Input material:
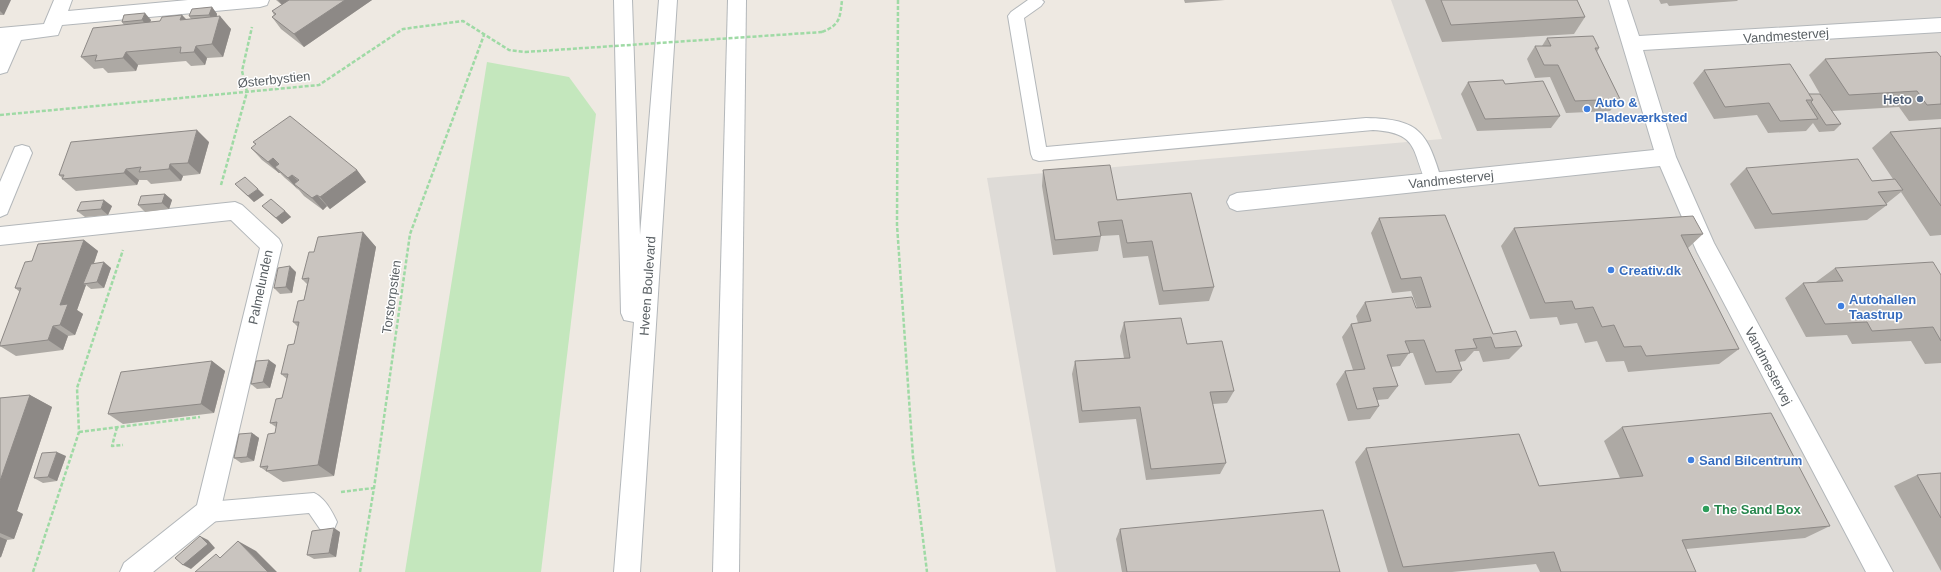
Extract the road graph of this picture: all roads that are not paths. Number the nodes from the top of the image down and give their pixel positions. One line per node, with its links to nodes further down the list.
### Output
1 (64, 0): 8 (street)
2 (623, 0): 19 (street)
3 (668, 0): 19 (street, Hveen Boulevard)
4 (738, 0): 24 (street)
5 (1618, 0): 11 (street, Vandmestervej)
6 (259, 1): 8 (street)
7 (1036, 2): 15 (lane)
8 (56, 19): 10 (street)
9 (1941, 25): 11 (street, Vandmestervej)
10 (7, 35): 12 (street)
11 (1631, 44): 14 (street, Vandmestervej)
12 (0, 67)
13 (22, 153): 17 (street)
14 (1666, 157): 15 (street, Vandmestervej); 25 (street, Vandmestervej)
15 (1434, 181): 16 (street, Vandmestervej)
16 (1237, 202)
17 (0, 208)
18 (0, 236): 20 (street, Palmelunden)
19 (635, 442): 23 (street, Hveen Boulevard)
20 (208, 512): 21 (lane); 22 (street)
21 (327, 522)
22 (133, 572)
23 (627, 572)
24 (726, 572)
25 (1880, 572)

The task:
Would you print the whole listing exactly, omitting the pictures?

Response for this exercise:
Extract the road graph of this picture: all roads that are not paths. Number the nodes from the top of the image down and give their pixel positions. One line per node, with its links to nodes further down the list.
### Output
1 (64, 0): 8 (street)
2 (623, 0): 19 (street)
3 (668, 0): 19 (street, Hveen Boulevard)
4 (738, 0): 24 (street)
5 (1618, 0): 11 (street, Vandmestervej)
6 (259, 1): 8 (street)
7 (1036, 2): 15 (lane)
8 (56, 19): 10 (street)
9 (1941, 25): 11 (street, Vandmestervej)
10 (7, 35): 12 (street)
11 (1631, 44): 14 (street, Vandmestervej)
12 (0, 67)
13 (22, 153): 17 (street)
14 (1666, 157): 15 (street, Vandmestervej); 25 (street, Vandmestervej)
15 (1434, 181): 16 (street, Vandmestervej)
16 (1237, 202)
17 (0, 208)
18 (0, 236): 20 (street, Palmelunden)
19 (635, 442): 23 (street, Hveen Boulevard)
20 (208, 512): 21 (lane); 22 (street)
21 (327, 522)
22 (133, 572)
23 (627, 572)
24 (726, 572)
25 (1880, 572)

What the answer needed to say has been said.